Thursday 14 December 2017

John McGee: Irish brands can rise up to the challenger status

There's a lot to be said for challenger brands that nibble away at their established counterparts while at the same time disrupting the market

"Apple, for example, still behaves like a challenger in many respects - as it continuously challenges itself and the industry." (AP Photo/Mark Lennihan, File)

John McGee

Ever since David got one over on Goliath, we have always liked the underdog. When we can, we like to champion the small guy who, in the face of adversity and seemingly insurmountable obstacles, stands a fair chance of doing well. And maybe even winning.

Behavioural science teaches us that we have an instinctive reaction to unfairness and, for lots of different reasons, we identify more with the underdog than we do with the top dog. And if the underdog does and says things that endear us towards them, all the better.

In the world of marketing, the underdogs are often referred to as challenger brands.

While we may not be aware of them, they are everywhere.

From the local craft beer or whiskey you see on the shelves of your off-licence, the artisan soups, sauces and jams in the supermarket right through to the parvenu start-ups that are upending and disrupting entire industries like transportation, financial services, media and IT, they are there.

According to a new guide to challenger brands, which was published by the Dublin-based creative agency Bloom, these upstarts have the opportunity to stand out from the old industrial hegemony by acting and behaving differently from their more established competitors.

"We have worked with some great challenger brands over the past 15 year such as Brady Family Ham, The City Bin Co, Just Eat and CityJet. Regardless of their market sector, they all have several things in common and they all want to be the best at what they do," said David Quinn, co-founder and director of Bloom.

"They are all committed to excellence and to exceeding their customer's expectations. They believe there is a better way to do it. Above all, they are ambitious to succeed and they want to take on the established brands and win. While they may not have the biggest budgets or resources they make up for this short fall with courage and commitment. They are not afraid to take chances," he added.

So how can challenger brands disrupt the marketplace and the status quo? Is it a question of price, functionality, quality or perception?

"It can be any of these or indeed a combination of them," said Quinn. But there are behaviours that are common to most challenger brands, he said.

"First, be yourself. You brand is unique, so tell the world. Set out clearly who you are and what you do. Do not play by your competitors' rules, otherwise you will get lost in all the noise of the market place and end up promoting them," he says.

Strong challenger brands also tend to disrupt the market in which they operate by creating points of difference. "Do and say the things that will change the way people think about the market. Create points of difference. These are the things your new customers will notice and cause them to question the established brands," said Quinn.

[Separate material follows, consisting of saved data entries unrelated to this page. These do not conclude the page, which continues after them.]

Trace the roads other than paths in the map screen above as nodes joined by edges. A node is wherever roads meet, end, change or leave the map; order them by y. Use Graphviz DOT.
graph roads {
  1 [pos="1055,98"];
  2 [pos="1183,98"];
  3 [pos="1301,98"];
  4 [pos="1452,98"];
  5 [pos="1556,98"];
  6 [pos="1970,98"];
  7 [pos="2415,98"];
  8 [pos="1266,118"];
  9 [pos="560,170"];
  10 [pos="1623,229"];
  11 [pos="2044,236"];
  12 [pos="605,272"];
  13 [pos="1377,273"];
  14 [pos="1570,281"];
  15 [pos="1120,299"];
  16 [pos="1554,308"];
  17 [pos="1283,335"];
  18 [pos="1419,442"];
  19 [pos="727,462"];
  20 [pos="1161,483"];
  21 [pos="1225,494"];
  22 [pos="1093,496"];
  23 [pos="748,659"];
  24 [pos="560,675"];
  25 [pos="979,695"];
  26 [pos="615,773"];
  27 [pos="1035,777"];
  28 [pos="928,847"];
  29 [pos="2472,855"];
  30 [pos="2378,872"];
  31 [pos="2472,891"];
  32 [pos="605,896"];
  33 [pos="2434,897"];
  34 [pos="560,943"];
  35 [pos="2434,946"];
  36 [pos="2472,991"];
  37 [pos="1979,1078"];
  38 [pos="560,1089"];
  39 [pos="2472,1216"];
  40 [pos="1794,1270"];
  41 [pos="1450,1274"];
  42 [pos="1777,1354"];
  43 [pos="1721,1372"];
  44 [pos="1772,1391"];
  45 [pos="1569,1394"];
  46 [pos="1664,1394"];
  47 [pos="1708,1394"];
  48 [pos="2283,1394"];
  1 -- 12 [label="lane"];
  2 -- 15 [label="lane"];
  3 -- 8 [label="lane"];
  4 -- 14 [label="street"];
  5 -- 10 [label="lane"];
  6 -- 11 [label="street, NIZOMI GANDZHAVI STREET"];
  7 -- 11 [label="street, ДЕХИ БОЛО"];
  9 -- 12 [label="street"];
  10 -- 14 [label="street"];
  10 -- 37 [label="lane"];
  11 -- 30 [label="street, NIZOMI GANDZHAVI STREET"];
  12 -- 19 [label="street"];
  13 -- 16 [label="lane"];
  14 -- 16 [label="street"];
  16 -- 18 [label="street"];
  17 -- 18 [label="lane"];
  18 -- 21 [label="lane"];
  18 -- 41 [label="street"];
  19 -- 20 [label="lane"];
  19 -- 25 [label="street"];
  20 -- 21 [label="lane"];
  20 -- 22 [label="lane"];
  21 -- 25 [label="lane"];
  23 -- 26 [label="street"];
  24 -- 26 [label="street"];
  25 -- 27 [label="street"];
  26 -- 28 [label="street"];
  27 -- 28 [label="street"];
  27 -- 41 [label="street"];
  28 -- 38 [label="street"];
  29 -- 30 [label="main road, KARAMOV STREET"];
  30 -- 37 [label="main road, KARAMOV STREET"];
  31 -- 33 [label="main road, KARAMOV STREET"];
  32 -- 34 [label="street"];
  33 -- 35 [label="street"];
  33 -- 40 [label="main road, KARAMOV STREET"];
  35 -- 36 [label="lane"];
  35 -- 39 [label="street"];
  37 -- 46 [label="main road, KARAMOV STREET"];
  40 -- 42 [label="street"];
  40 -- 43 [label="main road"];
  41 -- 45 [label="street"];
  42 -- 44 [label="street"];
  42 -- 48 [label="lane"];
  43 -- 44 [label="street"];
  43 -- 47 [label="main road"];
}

To cut through the noise, a relentless focus on some of the basics of marketing is also paramount.

"You can't be all things to all men. You will not be noticed and you can't afford it. Focus your message and be single-minded. Focus your media and only use the most optimum media for your target audience and cut out everything else.

"Concentrate your media into shorter bursts and this will increase the frequency and get you noticed. Most of all, focus your message on your target market and cut out everybody else."

Challenger brands also need to stand out from their competitors and while this may seem like stating the obvious, a lot of brands can forget this.

"Fortunately for challenger brands the advertising for most categories tends to speak with one voice. This gives you a big opportunity to stand out. Don't be shy. Create advertising that will get noticed and that will leverage your unique position. Do not create advertising that speaks with the same voice as the establishment. Otherwise you end up promoting the brand leader and they won't send you a thank you card," says Quinn.

At one stage in their lifespans, brands like Apple, Google and Zappos were all challenger brands and it begs the question when do challengers shrug off their upstart mantle?

"Technically, when they become the market leader they lose their challenger brand status," says Quinn. "But a market leader can continue to behave like a challenger in the way it might continue to challenge the norms of the category.

"Apple, for example, still behaves like a challenger in many respects - as it continuously challenges itself and the industry."

For a country that has created its own challenger brands, such as CityJet, Ryanair and Stripe, Quinn says we love the underdog. "Who doesn't like a brand that comes along and improves the way the category operates and behaves? The main reason consumers opt for them is because the challenger brand makes them reconsider the category and their buying behaviour," he said.